I'm going to show you how to create a secure usb data safe that you can use to store data securely while on the go or even locally. Secure means it is encrypted by a password that you select. This makes the data inaccessible to anyone without proper authentication, and all attackers see when they analyze the data on disk is a random mess that does not provide them with clues about the files hosted in the safe. This method is also working with other removable media such as zip drives and hard disks.

There are some prerequisites that have to be met: You need of course the software that makes all of this possible - True Crypt. You also need a mobile device and administrators privileges on the computer you intend to run True Crypt on to decrypt the data on the device - which means that this setup won't work if you intend to use it on e.g. public computers or computers where you have no elevated privileges.

Update: The only exception to the rule is if an admin has installed True Crypt on the system. If that is the case, non-administrators can use the software to mount data containers on the system.

Once downloaded and installed you select Tools > Traveler Disk Setup from the menu. Browse to the volume that you want to use for this, make sure you select the right one. Don't change any of the other settings and click on the create button to prepare the device for traveler mode. Some True-Crypt files are copied to the mobile device and can be run from there whenever you connect the device to the computer.

true crypt traveller disk setup

We are of course not done yet. You need to create the encrypted part on the device that will hold all the files that you want to protect.

  1. Select Create Volume to create a new encrypted volume.
  2. Create a standard true crypt volume is the default option and we use that, click next.
  3. Select File on the next screen, navigate to the mobile device, add a filename that you like (test, container or work are possibilities) and click on open.
  4. We have to select an algorithm, or more than one, to encrypt the data on the device, for more information check out the wikipedia entry on algorithms. Each is secure so use the default selection if you do not have a different preference.
  5. Specify the size of your container in megabytes, this depends of course on the size of the device and what you intend to do with it. If you only want to save passwords you need some megabytes at most, if you want to save word documents, images and music you may need some hundred or even more than that.
  6. You have to enter a password in the next dialog. Make sure it is a long secure password. Mine for instance is longer than 35 chars and I'm very proud that I can remember it. Select something that you can remember but no one is able to find out by looking into your background.
  7. Leave everything the way it is on the next screen and click on format. This creates the encrypted container on the drive. The larger the container the longer it takes of course. Took 19 seconds for my 55 megabytes test usb stick. Click ok and cancel on the next screen.

Congratulations, you have created a secure container on the selected device. If you take a look in Windows Explorer you see the new file in the location. This is your container and it should have the file size you selected during setup.

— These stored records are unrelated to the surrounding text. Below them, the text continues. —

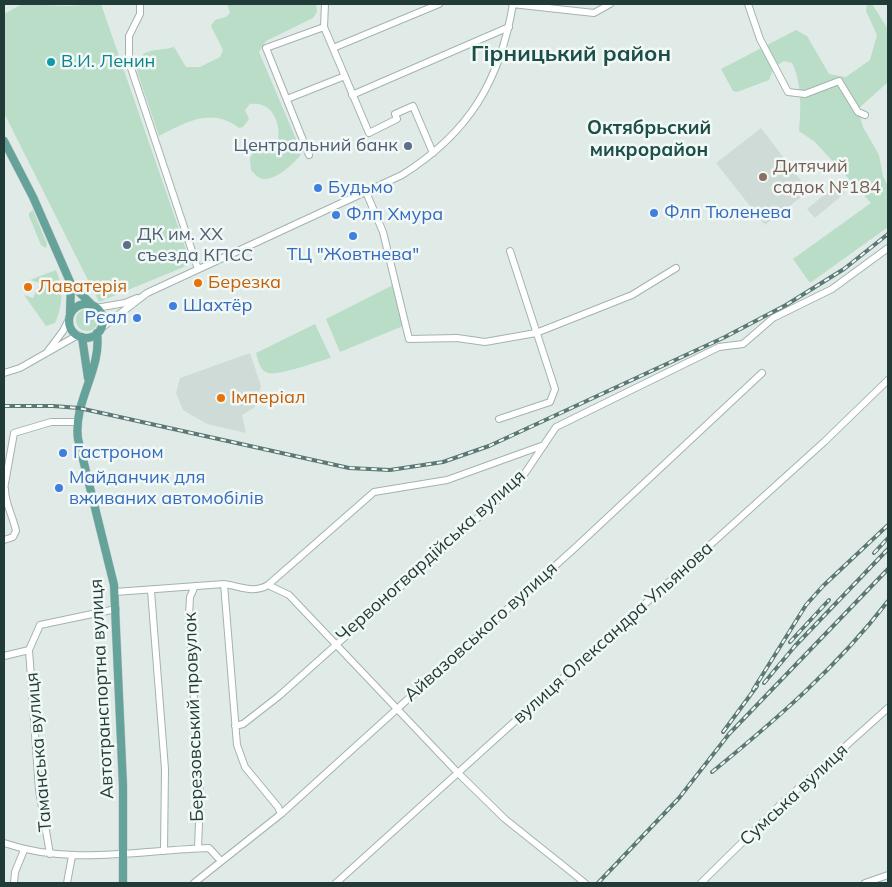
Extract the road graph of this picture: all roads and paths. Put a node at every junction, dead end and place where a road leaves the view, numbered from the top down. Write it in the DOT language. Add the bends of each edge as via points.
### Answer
graph roads {
  1 [pos="140,4"];
  2 [pos="325,4"];
  3 [pos="440,4"];
  4 [pos="512,4"];
  5 [pos="610,4"];
  6 [pos="748,4"];
  7 [pos="324,27"];
  8 [pos="509,27"];
  9 [pos="333,48"];
  10 [pos="344,76"];
  11 [pos="352,94"];
  12 [pos="287,99"];
  13 [pos="864,115"];
  14 [pos="4,141"];
  15 [pos="433,153"];
  16 [pos="309,155"];
  17 [pos="366,192"];
  18 [pos="888,248"];
  19 [pos="510,251"];
  20 [pos="676,268"];
  21 [pos="198,269"];
  22 [pos="71,284"];
  23 [pos="147,294"];
  24 [pos="94,306"];
  25 [pos="70,316"];
  26 [pos="98,331"];
  27 [pos="537,333"];
  28 [pos="80,336"];
  29 [pos="44,355"];
  30 [pos="4,373"];
  31 [pos="762,373"];
  32 [pos="89,380"];
  33 [pos="888,380"];
  34 [pos="500,418"];
  35 [pos="76,422"];
  36 [pos="544,445"];
  37 [pos="4,489"];
  38 [pos="4,540"];
  39 [pos="224,584"];
  40 [pos="268,585"];
  41 [pos="195,586"];
  42 [pos="151,591"];
  43 [pos="115,592"];
  44 [pos="116,609"];
  45 [pos="336,643"];
  46 [pos="30,650"];
  47 [pos="4,656"];
  48 [pos="397,707"];
  49 [pos="888,708"];
  50 [pos="235,726"];
  51 [pos="458,773"];
  52 [pos="281,814"];
  53 [pos="4,843"];
  54 [pos="198,848"];
  55 [pos="24,850"];
  56 [pos="164,851"];
  57 [pos="50,854"];
  58 [pos="124,854"];
  59 [pos="72,856"];
  60 [pos="221,862"];
  61 [pos="888,875"];
  62 [pos="14,883"];
  63 [pos="68,883"];
  64 [pos="123,883"];
  65 [pos="194,883"];
  66 [pos="336,883"];
  67 [pos="585,883"];
  68 [pos="701,883"];
  69 [pos="865,883"];
  1 -- 21 [label="street" via="140,14 129,36 129,62"];
  2 -- 7 [label="street"];
  3 -- 9 [label="street"];
  4 -- 5 [label="street" via="594,13"];
  4 -- 8 [label="street"];
  6 -- 13 [label="street" via="760,39 788,92 805,94 839,81 858,112"];
  7 -- 9 [label="street"];
  7 -- 12 [label="street" via="266,48"];
  8 -- 11 [label="street"];
  8 -- 15 [label="street" via="490,83 468,118"];
  9 -- 10 [label="street"];
  10 -- 11 [label="street"];
  10 -- 12 [label="street"];
  11 -- 15 [label="street" via="368,133 397,119 395,114 413,106"];
  12 -- 16 [label="street"];
  14 -- 22 [label="main road"];
  15 -- 17 [label="street" via="402,175"];
  17 -- 21 [label="street"];
  17 -- 27 [label="street" via="383,232 409,340 457,338 485,342"];
  18 -- 36 [label="street, Червоногвардійська вулиця" via="832,289 772,318 743,344 719,348 556,427"];
  19 -- 27 [label="street"];
  20 -- 27 [label="street" via="632,295"];
  21 -- 23 [label="street"];
  22 -- 24 [label="main road"];
  22 -- 25 [label="main road"];
  23 -- 24 [label="street" via="126,303"];
  23 -- 26 [label="street"];
  24 -- 25 [label="main road" via="84,304 76,307"];
  24 -- 26 [label="main road" via="101,314"];
  25 -- 28 [label="main road" via="71,328"];
  25 -- 29 [label="street"];
  26 -- 28 [label="main road" via="91,336"];
  26 -- 32 [label="main road" via="97,355"];
  27 -- 34 [label="street" via="555,389 550,402"];
  28 -- 29 [label="street"];
  28 -- 32 [label="main road"];
  29 -- 30 [label="street"];
  31 -- 48 [label="street, Айвазовського вулиця" via="577,546"];
  32 -- 35 [label="main road"];
  33 -- 51 [label="street, вулиця Олександра Ульянова" via="802,462"];
  35 -- 37 [label="street" via="51,422 14,433"];
  35 -- 43 [label="main road, Автотранспортна вулиця"];
  36 -- 40 [label="street" via="447,480 374,492"];
  36 -- 45 [label="street, Червоногвардійська вулиця" via="521,479"];
  37 -- 38 [label="street" via="5,502 16,531 13,537"];
  39 -- 40 [label="street" via="249,590 261,590"];
  39 -- 41 [label="street"];
  39 -- 50 [label="street"];
  40 -- 45 [label="street" via="289,595"];
  41 -- 42 [label="street"];
  41 -- 54 [label="street, Березовський провулок" via="190,597 189,616 200,798"];
  42 -- 43 [label="street"];
  42 -- 56 [label="street" via="165,769"];
  43 -- 44 [label="main road, Автотранспортна вулиця"];
  44 -- 46 [label="street" via="40,625"];
  44 -- 58 [label="main road, Автотранспортна вулиця"];
  45 -- 48 [label="street"];
  45 -- 50 [label="street, Червоногвардійська вулиця" via="279,696 243,724"];
  46 -- 47 [label="street"];
  46 -- 57 [label="street, Таманська вулиця" via="39,790"];
  48 -- 51 [label="street"];
  48 -- 52 [label="street, Айвазовського вулиця"];
  49 -- 68 [label="street, Сумська вулиця" via="780,805"];
  50 -- 52 [label="street" via="237,745 245,767"];
  51 -- 66 [label="street, вулиця Олександра Ульянова"];
  51 -- 67 [label="street" via="505,819"];
  52 -- 60 [label="street, Айвазовського вулиця"];
  53 -- 55 [label="street"];
  54 -- 56 [label="street"];
  54 -- 60 [label="street" via="209,848"];
  55 -- 57 [label="street"];
  55 -- 62 [label="street, Таманська вулиця"];
  56 -- 58 [label="street"];
  57 -- 59 [label="street"];
  58 -- 59 [label="street"];
  58 -- 64 [label="main road, Автотранспортна вулиця"];
  59 -- 63 [label="street"];
  60 -- 65 [label="street, Айвазовського вулиця"];
  61 -- 69 [label="street"];
}
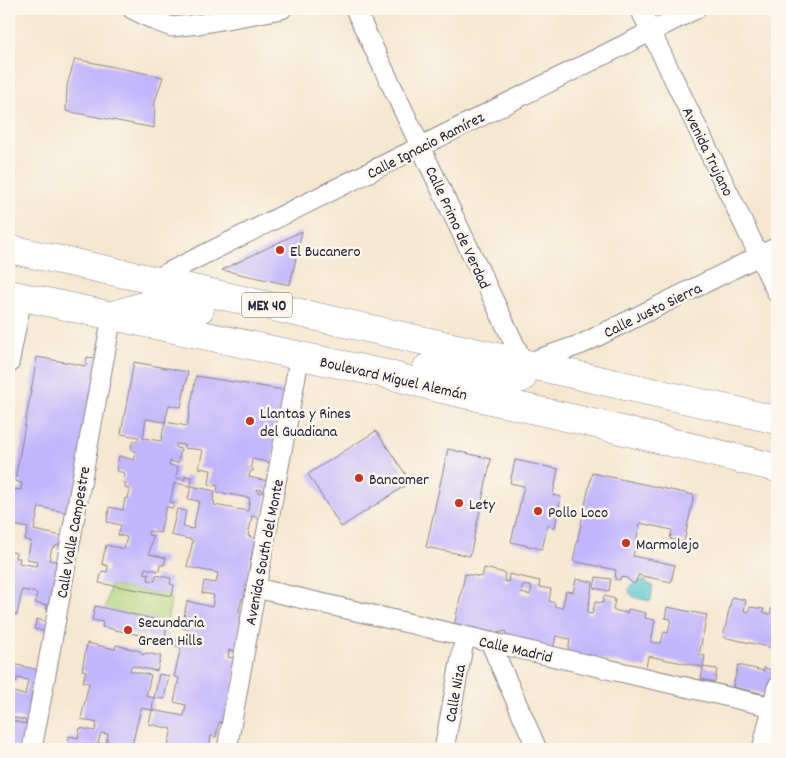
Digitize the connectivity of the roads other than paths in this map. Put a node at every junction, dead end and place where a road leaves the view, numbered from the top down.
1 (132, 9) edge
2 (282, 9) edge
3 (355, 9) edge
4 (640, 9) edge
5 (696, 9) edge
6 (651, 32) junction
7 (420, 146) junction
8 (777, 247) edge
9 (9, 249) edge
10 (759, 256) junction
11 (153, 280) junction
12 (777, 293) edge
13 (15, 295) edge
14 (304, 314) junction
15 (112, 316) junction
16 (300, 355) junction
17 (9, 364) edge
18 (524, 364) junction
19 (386, 374) junction
20 (777, 420) edge
21 (777, 468) edge
22 (256, 588) junction
23 (465, 636) junction
24 (490, 642) junction
25 (777, 686) edge
26 (775, 707) edge
27 (32, 749) edge
28 (227, 749) edge
29 (444, 749) edge
30 (537, 749) edge
31 (762, 749) edge

1 - 2 street
3 - 7 street, Calle Primo de Verdad
4 - 6 street, Avenida Trujano
5 - 6 street, Calle Ignacio Ramírez
6 - 7 street, Calle Ignacio Ramírez
6 - 10 street, Avenida Trujano
7 - 11 street, Calle Ignacio Ramírez
7 - 18 street, Calle Primo de Verdad
8 - 10 street, Calle Justo Sierra
9 - 11 highway, MEX 40
10 - 12 street, Avenida Trujano
10 - 18 street, Calle Justo Sierra
11 - 14 highway, MEX 40
13 - 15 highway, Boulevard Miguel Alemán
13 - 17 street
14 - 15 highway
14 - 18 highway, MEX 40
15 - 16 highway, Boulevard Miguel Alemán
15 - 27 street, Calle Valle Campestre
16 - 19 highway, Boulevard Miguel Alemán
16 - 22 street, Avenida South del Monte
18 - 19 highway
18 - 20 highway, MEX 40
19 - 21 highway, Boulevard Miguel Alemán
22 - 23 street, Calle Madrid
22 - 28 street, Avenida South del Monte
23 - 24 street, Calle Madrid
23 - 29 street, Calle Niza
24 - 26 street, Calle Madrid
24 - 30 street
25 - 26 street
26 - 31 street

Using this is now pretty simple. Start True Crypt, click on Select File in the menu and pick the container file that you have created. Select Mount now in the main menu and enter the password when you are asked for it. If you enter the correct password, you have successfully mounted the container and can access its files on the system.

You can now use all file operations including copying, editing or loading files. When you are done, dismount the container again so that no one can access the contents anymore.


Please be advised that it may be possible to find out if someone used True Crypt on a computer by examining the Registry or the list of recently opened documents and files. Nevertheless you should be pretty safe if for example you are the only user on that computer and just want to make sure your personal data is safely stored.